En línea y concordancia con el estudio de referencia, es sabido que una lujosa copa de vino es capaz de convertir un tinto malo en un exquisito reserva y todos conocemos anécdotas acerca de vinos de diferente calidad que son apreciados erróneamente al cambiar las botellas que los contienen o al informar equivocadamente al consumidor acerca de calidades y precios. Y este tipo de bromas o de sugestiones inducidas no es sólo patrimonio de las bebidas o de otros alimentos. El papanatismo asociado a la crítica y admiración artística, aunque se entienda como una cuestión de artimañas en la compra y venta de obras de arte, obedece en gran parte al mismo mecanismo universal.
¿Comer por impulso?
El consumo alimentario, no obstante, tiene unas peculiaridades propias. Comer es un impulso realmente primario, cuyos significados conectan hondamente con los arquetipos elementales del sistema límbico, del cerebro "de reptil". Esto desencadena comportamientos de fuerte carga irracional y que responden a mecanismos de respuesta inmediata.
Por mucha sofisticación aparente que pueda mostrar, se trata de un consumo altamente instintivo, asociado a la satisfacción de una necesidad básica y al disfrute y que supone una experiencia igualmente primaria que juzgará cada acto de consumo como placer, indiferencia o disgusto en función de la percepción inmediata que se identifique en el propio acto de consumo.
Los aportes de la educación y la cultura que se van sedimentando sobre esta base instintiva, comparten también estos mismos mecanismos, pero añadiendo un paquete de significados mucho más amplio y rico. Y hasta tal punto es la implicación de estos significados que la experiencia depende fundamentalmente de ellos. Porque, en definitiva, es el filtro de nuestro cerebro el que interpretará dicha vivencia en un sentido u otro.
La conclusión es que las personas no solo comen cosas sino que comen a través de cosas. Por tanto el marketing y la publicidad de productos alimentarios necesitan incorporar este conocimiento a todos los niveles. Con toda seguridad, otros tipos de productos de consumo pueden beneficiarse de la utilización de estas ideas, en especial los de consumo personal. La calidad percibida se traduce instantáneamente como más valor por lo que artículos "envueltos" en calidad pueden ser artículos "justamente" más caros, mientras que envoltorios de cartón o plástico arrastrarán los significados que le son propios; bajo coste, baja calidad, poca durabilidad, bajo precio, etc.
 
Pero el estudio de la UPV no habla de envoltorios sino del momento mismo de su consumo a través de cubiertos, de elementos supuestamente accesorios: materiales, colores, instrumentos, etc. Es por tanto una cuestión de asociación global alrededor del producto.

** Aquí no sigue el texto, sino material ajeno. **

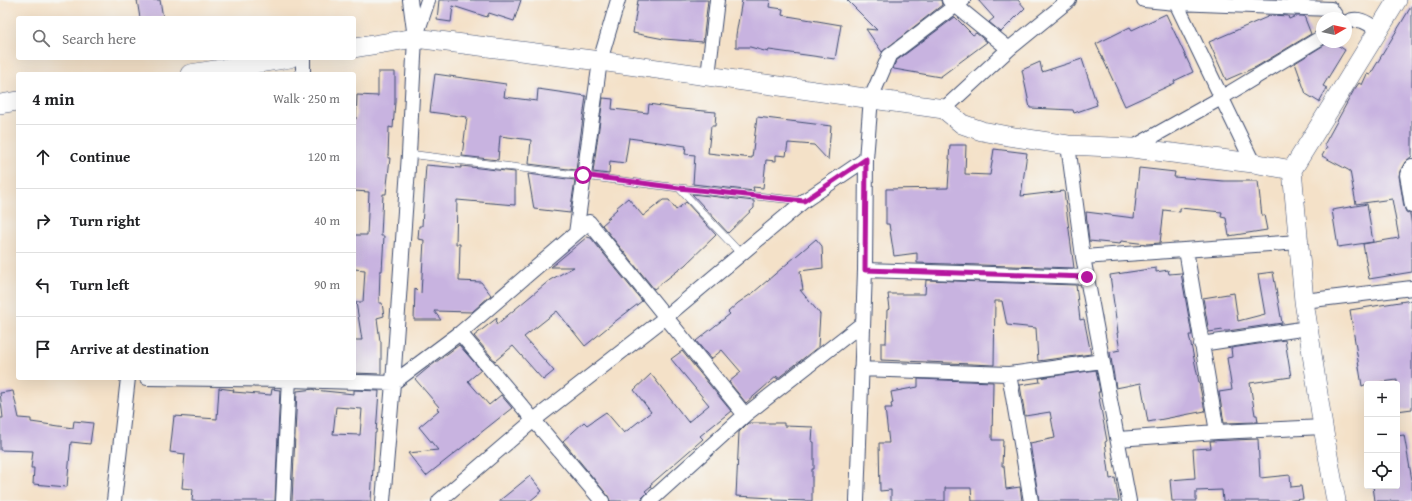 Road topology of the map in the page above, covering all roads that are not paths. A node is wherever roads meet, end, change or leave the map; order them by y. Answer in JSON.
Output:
{"nodes":[{"id":1,"x":410,"y":0,"type":"edge"},
{"id":2,"x":428,"y":0,"type":"edge"},
{"id":3,"x":618,"y":0,"type":"edge"},
{"id":4,"x":716,"y":0,"type":"edge"},
{"id":5,"x":1069,"y":0,"type":"edge"},
{"id":6,"x":1144,"y":0,"type":"edge"},
{"id":7,"x":1398,"y":0,"type":"edge"},
{"id":8,"x":956,"y":2,"type":"edge"},
{"id":9,"x":1176,"y":3,"type":"junction"},
{"id":10,"x":1333,"y":12,"type":"edge"},
{"id":11,"x":1352,"y":21,"type":"edge"},
{"id":12,"x":1379,"y":31,"type":"junction"},
{"id":13,"x":415,"y":38,"type":"junction"},
{"id":14,"x":1316,"y":41,"type":"edge"},
{"id":15,"x":356,"y":48,"type":"edge"},
{"id":16,"x":1009,"y":49,"type":"junction"},
{"id":17,"x":278,"y":60,"type":"edge"},
{"id":18,"x":303,"y":60,"type":"edge"},
{"id":19,"x":600,"y":61,"type":"junction"},
{"id":20,"x":202,"y":72,"type":"edge"},
{"id":21,"x":303,"y":72,"type":"edge"},
{"id":22,"x":708,"y":76,"type":"junction"},
{"id":23,"x":871,"y":98,"type":"junction"},
{"id":24,"x":1222,"y":98,"type":"junction"},
{"id":25,"x":16,"y":102,"type":"edge"},
{"id":26,"x":0,"y":104,"type":"edge"},
{"id":27,"x":944,"y":109,"type":"junction"},
{"id":28,"x":1068,"y":145,"type":"junction"},
{"id":29,"x":1132,"y":148,"type":"junction"},
{"id":30,"x":409,"y":154,"type":"junction"},
{"id":31,"x":866,"y":159,"type":"junction"},
{"id":32,"x":1253,"y":163,"type":"junction"},
{"id":33,"x":1412,"y":166,"type":"edge"},
{"id":34,"x":1292,"y":170,"type":"junction"},
{"id":35,"x":583,"y":175,"type":"junction"},
{"id":36,"x":679,"y":188,"type":"junction"},
{"id":37,"x":804,"y":201,"type":"junction"},
{"id":38,"x":1412,"y":206,"type":"edge"},
{"id":39,"x":576,"y":233,"type":"junction"},
{"id":40,"x":1299,"y":242,"type":"junction"},
{"id":41,"x":1186,"y":250,"type":"junction"},
{"id":42,"x":741,"y":254,"type":"junction"},
{"id":43,"x":1083,"y":257,"type":"junction"},
{"id":44,"x":865,"y":270,"type":"junction"},
{"id":45,"x":1087,"y":277,"type":"junction"},
{"id":46,"x":1412,"y":288,"type":"edge"},
{"id":47,"x":1304,"y":301,"type":"junction"},
{"id":48,"x":666,"y":317,"type":"junction"},
{"id":49,"x":863,"y":323,"type":"junction"},
{"id":50,"x":1308,"y":328,"type":"junction"},
{"id":51,"x":460,"y":333,"type":"junction"},
{"id":52,"x":1201,"y":344,"type":"junction"},
{"id":53,"x":1102,"y":361,"type":"junction"},
{"id":54,"x":861,"y":369,"type":"junction"},
{"id":55,"x":1009,"y":374,"type":"junction"},
{"id":56,"x":128,"y":380,"type":"edge"},
{"id":57,"x":289,"y":380,"type":"edge"},
{"id":58,"x":315,"y":380,"type":"edge"},
{"id":59,"x":393,"y":383,"type":"junction"},
{"id":60,"x":745,"y":415,"type":"junction"},
{"id":61,"x":534,"y":420,"type":"junction"},
{"id":62,"x":1323,"y":427,"type":"junction"},
{"id":63,"x":1217,"y":432,"type":"junction"},
{"id":64,"x":1118,"y":440,"type":"junction"},
{"id":65,"x":114,"y":501,"type":"edge"},
{"id":66,"x":283,"y":501,"type":"edge"},
{"id":67,"x":383,"y":501,"type":"edge"},
{"id":68,"x":439,"y":501,"type":"edge"},
{"id":69,"x":602,"y":501,"type":"edge"},
{"id":70,"x":650,"y":501,"type":"edge"},
{"id":71,"x":857,"y":501,"type":"edge"},
{"id":72,"x":1031,"y":501,"type":"edge"},
{"id":73,"x":1129,"y":501,"type":"edge"},
{"id":74,"x":1336,"y":501,"type":"edge"}],
"edges":[{"from":1,"to":13,"type":"street"},
{"from":2,"to":13,"type":"street"},
{"from":3,"to":19,"type":"street"},
{"from":4,"to":22,"type":"street"},
{"from":5,"to":16,"type":"street"},
{"from":6,"to":9,"type":"street"},
{"from":7,"to":12,"type":"street"},
{"from":8,"to":16,"type":"street"},
{"from":8,"to":23,"type":"street"},
{"from":9,"to":10,"type":"street"},
{"from":9,"to":24,"type":"street"},
{"from":11,"to":12,"type":"street"},
{"from":12,"to":34,"type":"street"},
{"from":13,"to":15,"type":"street"},
{"from":13,"to":19,"type":"street"},
{"from":13,"to":30,"type":"street"},
{"from":14,"to":24,"type":"street"},
{"from":16,"to":27,"type":"street"},
{"from":17,"to":20,"type":"street"},
{"from":18,"to":21,"type":"street"},
{"from":19,"to":22,"type":"street"},
{"from":19,"to":35,"type":"street"},
{"from":22,"to":23,"type":"street"},
{"from":23,"to":27,"type":"street"},
{"from":23,"to":31,"type":"street"},
{"from":24,"to":29,"type":"street"},
{"from":24,"to":32,"type":"street"},
{"from":25,"to":26,"type":"street"},
{"from":27,"to":28,"type":"street"},
{"from":28,"to":29,"type":"street"},
{"from":28,"to":43,"type":"street"},
{"from":29,"to":32,"type":"street"},
{"from":30,"to":35,"type":"lane"},
{"from":30,"to":59,"type":"street"},
{"from":31,"to":37,"type":"street"},
{"from":31,"to":44,"type":"street"},
{"from":32,"to":34,"type":"street"},
{"from":33,"to":38,"type":"street"},
{"from":34,"to":40,"type":"street"},
{"from":35,"to":36,"type":"lane"},
{"from":35,"to":39,"type":"street"},
{"from":36,"to":37,"type":"lane"},
{"from":36,"to":42,"type":"lane"},
{"from":37,"to":42,"type":"street"},
{"from":39,"to":48,"type":"street"},
{"from":39,"to":51,"type":"street"},
{"from":40,"to":41,"type":"street"},
{"from":40,"to":47,"type":"street"},
{"from":41,"to":43,"type":"street"},
{"from":41,"to":52,"type":"street"},
{"from":42,"to":48,"type":"street"},
{"from":43,"to":45,"type":"street"},
{"from":44,"to":45,"type":"street"},
{"from":44,"to":49,"type":"street"},
{"from":45,"to":53,"type":"street"},
{"from":46,"to":47,"type":"street"},
{"from":47,"to":50,"type":"street"},
{"from":48,"to":60,"type":"street"},
{"from":48,"to":61,"type":"street"},
{"from":49,"to":54,"type":"street"},
{"from":49,"to":60,"type":"street"},
{"from":50,"to":52,"type":"street"},
{"from":50,"to":62,"type":"street"},
{"from":51,"to":59,"type":"street"},
{"from":51,"to":61,"type":"street"},
{"from":52,"to":63,"type":"street"},
{"from":53,"to":55,"type":"street"},
{"from":53,"to":64,"type":"street"},
{"from":54,"to":55,"type":"street"},
{"from":54,"to":71,"type":"street"},
{"from":55,"to":72,"type":"street"},
{"from":56,"to":65,"type":"street"},
{"from":57,"to":66,"type":"street"},
{"from":58,"to":59,"type":"street"},
{"from":59,"to":67,"type":"street"},
{"from":60,"to":70,"type":"street"},
{"from":61,"to":68,"type":"street"},
{"from":61,"to":69,"type":"street"},
{"from":62,"to":63,"type":"street"},
{"from":62,"to":74,"type":"street"},
{"from":63,"to":64,"type":"street"},
{"from":64,"to":73,"type":"street"}]}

Un anuncio que muestre a alguien sirviendo caviar con una cuchara de plástico, estaría incurriendo en una seria contradicción. La misma que nos produce servir un buen cava en un vaso de papel o una cena romántica que esté iluminada con un frío fluorescente industrial. Cualquier símbolo que acompañe a un alimento, por irrelevante que pueda parecer, va a ser en realidad el paladar cultural por el que el consumidor evaluará lo que consuma y por tanto, de cara al vendedor, lo que hará que la venta se culmine satisfactoriamente y pueda convertirse en ventas futuras y beneficios asegurados.